I’m not saying “pretend life is rosy”. That also isn’t very useful or effective. We only need to look to social media to know that doesn’t work at all. “Fake it till you make it” has a toxic subtext, and I’m not really a fan of that approach. I value authenticity – and positive progress, forward momentum, frankness, and a willingness to embrace change. Start your journey where you are, and move forward from there. Fakery is fakery, and that often fails because it’s fake – even where intentions are good.

Nothing I’m saying amounts to “easy”. It’s hard to have a shitty moment and to resist the tendency to allow it to become a shitty experience that develops into a shitty day that slowly becomes a shitty life, over time, as shitty experiences accumulate. We pick at our wounds and prevent them from healing. It’s very human.

So many of my everyday practices are about finding a comfortable, useful, real perspective on “now” that also gives me a firm foundation to move forward from, in an emotionally healthy positive way, without bullshitting myself (or anyone else). Still not easy. There are verbs involved. My results vary. I keep practicing. 😀 Worth it. I’ve come soooo far.

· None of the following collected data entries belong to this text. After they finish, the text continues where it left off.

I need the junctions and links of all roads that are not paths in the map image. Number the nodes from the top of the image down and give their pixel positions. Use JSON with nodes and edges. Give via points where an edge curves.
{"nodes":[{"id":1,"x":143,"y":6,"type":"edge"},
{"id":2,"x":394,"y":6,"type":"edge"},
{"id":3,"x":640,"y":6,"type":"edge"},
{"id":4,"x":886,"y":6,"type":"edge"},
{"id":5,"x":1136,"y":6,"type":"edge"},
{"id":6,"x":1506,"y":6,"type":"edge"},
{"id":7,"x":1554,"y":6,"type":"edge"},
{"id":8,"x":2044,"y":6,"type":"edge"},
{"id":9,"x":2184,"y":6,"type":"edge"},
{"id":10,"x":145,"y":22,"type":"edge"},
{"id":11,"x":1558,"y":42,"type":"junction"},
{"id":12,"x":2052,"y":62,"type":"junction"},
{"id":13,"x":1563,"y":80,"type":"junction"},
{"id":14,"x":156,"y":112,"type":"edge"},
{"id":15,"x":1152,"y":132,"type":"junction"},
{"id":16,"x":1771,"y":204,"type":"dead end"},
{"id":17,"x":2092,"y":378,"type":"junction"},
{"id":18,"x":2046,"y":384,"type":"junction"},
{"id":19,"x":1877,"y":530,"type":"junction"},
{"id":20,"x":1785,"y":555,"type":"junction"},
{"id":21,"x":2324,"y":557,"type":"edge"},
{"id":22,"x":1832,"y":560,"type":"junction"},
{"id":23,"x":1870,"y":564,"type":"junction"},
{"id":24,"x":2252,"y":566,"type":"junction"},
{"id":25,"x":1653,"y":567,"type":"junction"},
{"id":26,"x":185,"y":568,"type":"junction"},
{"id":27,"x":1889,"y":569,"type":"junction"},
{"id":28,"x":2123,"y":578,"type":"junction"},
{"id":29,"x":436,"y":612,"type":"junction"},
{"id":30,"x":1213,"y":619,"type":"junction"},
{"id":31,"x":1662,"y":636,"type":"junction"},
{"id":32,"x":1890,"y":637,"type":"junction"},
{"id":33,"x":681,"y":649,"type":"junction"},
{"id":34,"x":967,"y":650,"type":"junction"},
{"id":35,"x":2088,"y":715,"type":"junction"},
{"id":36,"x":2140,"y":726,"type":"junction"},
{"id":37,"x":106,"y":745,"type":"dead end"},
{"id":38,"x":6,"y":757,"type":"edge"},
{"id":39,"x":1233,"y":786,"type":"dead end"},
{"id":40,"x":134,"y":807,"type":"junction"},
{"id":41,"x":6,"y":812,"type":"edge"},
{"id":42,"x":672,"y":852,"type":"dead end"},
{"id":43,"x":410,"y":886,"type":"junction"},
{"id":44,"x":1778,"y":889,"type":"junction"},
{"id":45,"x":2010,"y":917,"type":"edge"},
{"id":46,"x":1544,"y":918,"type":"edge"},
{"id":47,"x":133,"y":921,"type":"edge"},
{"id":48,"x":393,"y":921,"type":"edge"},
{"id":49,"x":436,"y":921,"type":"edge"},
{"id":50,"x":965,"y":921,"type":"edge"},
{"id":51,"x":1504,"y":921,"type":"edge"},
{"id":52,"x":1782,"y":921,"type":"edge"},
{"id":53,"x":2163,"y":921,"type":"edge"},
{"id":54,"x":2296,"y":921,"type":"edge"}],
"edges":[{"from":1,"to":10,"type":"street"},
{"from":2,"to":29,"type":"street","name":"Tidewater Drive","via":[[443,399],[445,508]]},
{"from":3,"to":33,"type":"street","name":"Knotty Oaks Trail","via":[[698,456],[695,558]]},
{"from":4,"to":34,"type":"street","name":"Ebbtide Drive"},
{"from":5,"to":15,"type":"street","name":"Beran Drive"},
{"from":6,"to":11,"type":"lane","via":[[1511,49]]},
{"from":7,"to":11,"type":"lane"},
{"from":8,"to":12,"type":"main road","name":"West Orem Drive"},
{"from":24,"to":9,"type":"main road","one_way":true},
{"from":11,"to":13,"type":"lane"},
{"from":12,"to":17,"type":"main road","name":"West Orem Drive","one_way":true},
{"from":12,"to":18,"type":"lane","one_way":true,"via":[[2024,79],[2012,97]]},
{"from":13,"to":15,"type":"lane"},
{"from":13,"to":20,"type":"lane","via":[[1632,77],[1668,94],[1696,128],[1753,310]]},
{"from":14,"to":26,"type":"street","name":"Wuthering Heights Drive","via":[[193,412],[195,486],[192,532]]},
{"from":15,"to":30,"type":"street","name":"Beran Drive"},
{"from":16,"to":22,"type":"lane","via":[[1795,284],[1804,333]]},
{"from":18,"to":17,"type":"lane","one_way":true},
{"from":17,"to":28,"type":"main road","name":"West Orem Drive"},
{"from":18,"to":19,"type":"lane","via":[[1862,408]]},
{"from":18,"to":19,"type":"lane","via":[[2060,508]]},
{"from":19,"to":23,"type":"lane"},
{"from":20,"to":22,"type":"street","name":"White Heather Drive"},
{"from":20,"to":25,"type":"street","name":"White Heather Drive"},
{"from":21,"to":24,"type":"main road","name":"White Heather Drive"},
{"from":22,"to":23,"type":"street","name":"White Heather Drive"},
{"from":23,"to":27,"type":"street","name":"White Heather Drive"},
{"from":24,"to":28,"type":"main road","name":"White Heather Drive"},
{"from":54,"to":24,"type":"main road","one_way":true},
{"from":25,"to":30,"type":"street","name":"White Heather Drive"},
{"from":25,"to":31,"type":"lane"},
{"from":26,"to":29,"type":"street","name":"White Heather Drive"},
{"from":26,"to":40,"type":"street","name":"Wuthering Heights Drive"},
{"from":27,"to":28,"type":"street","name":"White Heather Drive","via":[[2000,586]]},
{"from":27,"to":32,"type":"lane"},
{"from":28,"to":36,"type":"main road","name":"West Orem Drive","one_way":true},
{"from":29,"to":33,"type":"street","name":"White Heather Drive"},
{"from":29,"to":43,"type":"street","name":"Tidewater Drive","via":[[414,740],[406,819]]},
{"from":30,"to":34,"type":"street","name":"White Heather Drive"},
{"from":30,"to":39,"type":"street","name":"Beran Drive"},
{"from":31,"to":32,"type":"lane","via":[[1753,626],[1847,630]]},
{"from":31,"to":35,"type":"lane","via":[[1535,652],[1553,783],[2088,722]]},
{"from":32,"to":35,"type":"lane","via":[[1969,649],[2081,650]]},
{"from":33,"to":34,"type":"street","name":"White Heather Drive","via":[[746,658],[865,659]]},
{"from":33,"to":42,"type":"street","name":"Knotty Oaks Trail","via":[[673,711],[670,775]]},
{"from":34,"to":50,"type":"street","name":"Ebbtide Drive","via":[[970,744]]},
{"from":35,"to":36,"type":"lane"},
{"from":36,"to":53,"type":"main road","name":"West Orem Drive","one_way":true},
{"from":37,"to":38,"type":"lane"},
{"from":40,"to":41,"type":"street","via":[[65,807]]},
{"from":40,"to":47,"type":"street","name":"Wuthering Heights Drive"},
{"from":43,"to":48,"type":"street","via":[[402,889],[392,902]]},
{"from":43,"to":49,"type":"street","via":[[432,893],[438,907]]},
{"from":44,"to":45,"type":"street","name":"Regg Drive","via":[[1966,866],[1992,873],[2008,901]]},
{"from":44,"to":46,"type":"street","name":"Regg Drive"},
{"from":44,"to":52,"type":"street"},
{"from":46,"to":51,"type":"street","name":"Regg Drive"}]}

This morning is a lovely morning. For real. Yes, I’m between jobs… and I’m also enjoying the lovely summer days, and time in the garden, and time spent with my Traveling Partner and his visiting son. It’s a pleasant time to reconsider what I want to be doing with my time that suits my skills, brings in a paycheck, and is also satisfying and worthwhile work. This is a great time to consider all of that. I sip a glass of water (I’ve long since had my coffee, and it’s going to be quite a hot day), and reflect on all the things that are working out well, and I take a moment to consider the things that matter, the things that fill a good life, and what it takes to be the woman I most want to be. I pause to reflect, to write, and to practice.